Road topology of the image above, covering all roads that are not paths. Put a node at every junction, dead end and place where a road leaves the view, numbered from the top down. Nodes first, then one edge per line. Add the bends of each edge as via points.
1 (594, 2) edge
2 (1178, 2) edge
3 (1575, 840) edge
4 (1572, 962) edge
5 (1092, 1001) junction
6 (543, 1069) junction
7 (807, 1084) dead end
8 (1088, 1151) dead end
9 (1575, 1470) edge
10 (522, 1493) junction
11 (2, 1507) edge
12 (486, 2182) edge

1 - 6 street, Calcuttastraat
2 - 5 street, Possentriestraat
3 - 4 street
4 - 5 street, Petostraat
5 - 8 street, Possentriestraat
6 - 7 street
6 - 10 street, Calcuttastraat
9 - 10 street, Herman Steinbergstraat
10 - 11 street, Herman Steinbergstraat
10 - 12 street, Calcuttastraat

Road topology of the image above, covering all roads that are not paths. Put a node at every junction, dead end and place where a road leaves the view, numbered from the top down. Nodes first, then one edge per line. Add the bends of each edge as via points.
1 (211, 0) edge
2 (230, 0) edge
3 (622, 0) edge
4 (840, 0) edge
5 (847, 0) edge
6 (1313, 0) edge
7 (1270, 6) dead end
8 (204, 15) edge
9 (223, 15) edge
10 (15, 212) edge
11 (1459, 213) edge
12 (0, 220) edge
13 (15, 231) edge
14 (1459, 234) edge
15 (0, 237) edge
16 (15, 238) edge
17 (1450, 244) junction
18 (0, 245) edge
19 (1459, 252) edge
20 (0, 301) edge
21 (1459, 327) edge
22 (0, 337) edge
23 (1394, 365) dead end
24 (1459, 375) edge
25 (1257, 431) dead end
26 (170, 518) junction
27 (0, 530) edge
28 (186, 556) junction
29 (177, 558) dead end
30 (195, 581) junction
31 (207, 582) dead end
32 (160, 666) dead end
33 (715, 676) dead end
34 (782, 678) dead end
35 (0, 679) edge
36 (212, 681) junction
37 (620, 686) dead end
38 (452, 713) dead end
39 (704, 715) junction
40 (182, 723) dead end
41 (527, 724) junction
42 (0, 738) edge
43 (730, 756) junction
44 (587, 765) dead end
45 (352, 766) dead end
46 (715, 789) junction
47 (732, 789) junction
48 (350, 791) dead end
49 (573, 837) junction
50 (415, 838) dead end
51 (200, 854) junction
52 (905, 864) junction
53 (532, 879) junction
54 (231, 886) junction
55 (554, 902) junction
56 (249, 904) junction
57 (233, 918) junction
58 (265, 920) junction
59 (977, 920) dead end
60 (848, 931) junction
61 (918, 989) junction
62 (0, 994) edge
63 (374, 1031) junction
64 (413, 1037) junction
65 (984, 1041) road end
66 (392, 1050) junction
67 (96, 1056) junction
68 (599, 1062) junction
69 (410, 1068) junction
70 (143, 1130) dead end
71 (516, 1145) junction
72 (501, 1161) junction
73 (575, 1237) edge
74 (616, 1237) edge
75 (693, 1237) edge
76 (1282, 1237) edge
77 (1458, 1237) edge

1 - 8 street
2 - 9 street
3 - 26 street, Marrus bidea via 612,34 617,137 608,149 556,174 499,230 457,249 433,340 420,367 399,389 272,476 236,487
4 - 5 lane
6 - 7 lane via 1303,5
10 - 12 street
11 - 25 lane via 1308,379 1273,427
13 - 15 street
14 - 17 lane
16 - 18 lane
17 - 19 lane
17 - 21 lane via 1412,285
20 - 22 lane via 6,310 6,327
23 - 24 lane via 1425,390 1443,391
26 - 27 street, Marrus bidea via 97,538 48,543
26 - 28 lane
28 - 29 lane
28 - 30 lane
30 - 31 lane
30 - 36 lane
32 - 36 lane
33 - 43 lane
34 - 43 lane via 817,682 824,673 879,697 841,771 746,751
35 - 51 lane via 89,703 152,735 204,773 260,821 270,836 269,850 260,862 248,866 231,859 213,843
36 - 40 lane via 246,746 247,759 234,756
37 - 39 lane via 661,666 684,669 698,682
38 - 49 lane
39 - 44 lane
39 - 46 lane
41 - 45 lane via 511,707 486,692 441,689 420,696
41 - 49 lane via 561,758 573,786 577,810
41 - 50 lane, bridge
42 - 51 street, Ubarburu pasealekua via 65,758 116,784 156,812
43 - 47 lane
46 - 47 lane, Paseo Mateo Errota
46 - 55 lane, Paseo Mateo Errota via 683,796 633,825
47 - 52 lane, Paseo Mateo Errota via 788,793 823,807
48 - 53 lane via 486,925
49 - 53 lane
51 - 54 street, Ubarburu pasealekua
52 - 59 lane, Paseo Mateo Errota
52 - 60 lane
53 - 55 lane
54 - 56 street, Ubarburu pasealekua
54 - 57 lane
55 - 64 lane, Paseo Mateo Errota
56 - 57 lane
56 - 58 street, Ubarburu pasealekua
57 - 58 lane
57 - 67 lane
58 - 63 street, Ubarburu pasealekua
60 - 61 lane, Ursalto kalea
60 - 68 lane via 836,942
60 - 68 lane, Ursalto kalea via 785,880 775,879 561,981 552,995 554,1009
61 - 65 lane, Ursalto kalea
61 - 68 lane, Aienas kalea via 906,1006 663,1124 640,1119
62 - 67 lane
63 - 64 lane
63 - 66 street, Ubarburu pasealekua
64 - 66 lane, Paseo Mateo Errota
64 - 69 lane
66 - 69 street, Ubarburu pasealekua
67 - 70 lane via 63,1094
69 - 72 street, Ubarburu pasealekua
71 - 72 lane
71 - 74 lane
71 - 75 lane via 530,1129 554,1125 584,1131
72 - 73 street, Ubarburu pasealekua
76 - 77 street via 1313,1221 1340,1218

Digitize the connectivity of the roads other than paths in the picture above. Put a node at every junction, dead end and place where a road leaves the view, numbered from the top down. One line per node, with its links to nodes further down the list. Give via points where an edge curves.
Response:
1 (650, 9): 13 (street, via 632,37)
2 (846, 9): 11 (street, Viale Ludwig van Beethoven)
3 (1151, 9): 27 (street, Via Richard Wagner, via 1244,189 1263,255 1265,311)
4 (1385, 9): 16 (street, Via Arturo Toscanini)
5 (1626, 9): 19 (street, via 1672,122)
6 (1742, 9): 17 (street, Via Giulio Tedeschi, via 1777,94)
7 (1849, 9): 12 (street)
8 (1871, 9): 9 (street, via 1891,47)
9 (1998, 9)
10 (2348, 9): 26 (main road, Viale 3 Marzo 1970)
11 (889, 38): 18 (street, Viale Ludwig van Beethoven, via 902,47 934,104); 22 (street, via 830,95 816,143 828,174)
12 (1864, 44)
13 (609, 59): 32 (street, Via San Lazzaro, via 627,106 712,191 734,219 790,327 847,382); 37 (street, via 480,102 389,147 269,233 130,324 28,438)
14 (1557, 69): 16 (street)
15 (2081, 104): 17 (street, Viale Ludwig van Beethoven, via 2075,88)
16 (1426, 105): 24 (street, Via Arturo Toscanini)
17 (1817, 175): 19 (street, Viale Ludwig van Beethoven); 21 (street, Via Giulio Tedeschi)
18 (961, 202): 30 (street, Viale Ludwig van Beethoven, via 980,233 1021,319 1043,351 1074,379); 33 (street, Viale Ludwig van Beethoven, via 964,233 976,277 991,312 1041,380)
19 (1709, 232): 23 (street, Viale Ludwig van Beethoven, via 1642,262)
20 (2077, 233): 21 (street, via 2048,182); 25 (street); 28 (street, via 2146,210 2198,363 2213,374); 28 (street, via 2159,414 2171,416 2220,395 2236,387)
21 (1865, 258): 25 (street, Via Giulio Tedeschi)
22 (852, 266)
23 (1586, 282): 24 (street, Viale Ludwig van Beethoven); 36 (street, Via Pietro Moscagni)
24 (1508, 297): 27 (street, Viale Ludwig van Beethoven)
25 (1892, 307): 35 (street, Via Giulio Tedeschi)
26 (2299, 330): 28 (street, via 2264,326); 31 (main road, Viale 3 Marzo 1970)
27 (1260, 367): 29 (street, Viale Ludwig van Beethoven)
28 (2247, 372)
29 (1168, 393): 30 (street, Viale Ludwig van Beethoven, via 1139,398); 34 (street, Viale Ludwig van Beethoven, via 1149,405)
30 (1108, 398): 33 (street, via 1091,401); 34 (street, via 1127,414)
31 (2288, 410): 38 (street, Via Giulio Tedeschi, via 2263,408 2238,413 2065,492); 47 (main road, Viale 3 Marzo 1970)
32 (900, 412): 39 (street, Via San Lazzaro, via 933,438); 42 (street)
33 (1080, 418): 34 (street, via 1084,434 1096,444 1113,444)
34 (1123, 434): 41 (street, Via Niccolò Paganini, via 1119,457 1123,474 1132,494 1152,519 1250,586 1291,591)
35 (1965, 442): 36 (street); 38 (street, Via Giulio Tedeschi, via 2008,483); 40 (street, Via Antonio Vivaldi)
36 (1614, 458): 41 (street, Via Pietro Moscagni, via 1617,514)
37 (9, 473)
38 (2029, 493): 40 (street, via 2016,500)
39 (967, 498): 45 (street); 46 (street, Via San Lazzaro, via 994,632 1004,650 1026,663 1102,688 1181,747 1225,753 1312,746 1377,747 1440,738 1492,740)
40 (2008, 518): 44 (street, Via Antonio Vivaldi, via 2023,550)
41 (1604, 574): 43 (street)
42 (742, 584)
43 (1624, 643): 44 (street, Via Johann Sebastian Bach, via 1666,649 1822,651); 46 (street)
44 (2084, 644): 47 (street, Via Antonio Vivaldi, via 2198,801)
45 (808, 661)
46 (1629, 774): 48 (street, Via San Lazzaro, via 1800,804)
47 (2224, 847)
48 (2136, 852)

- _PROBLEM DESCRIPTION_
Go line by line through the listing and count every line that includes the word "Errota". Only the total is needed.

- _ANSWER SECTION_
6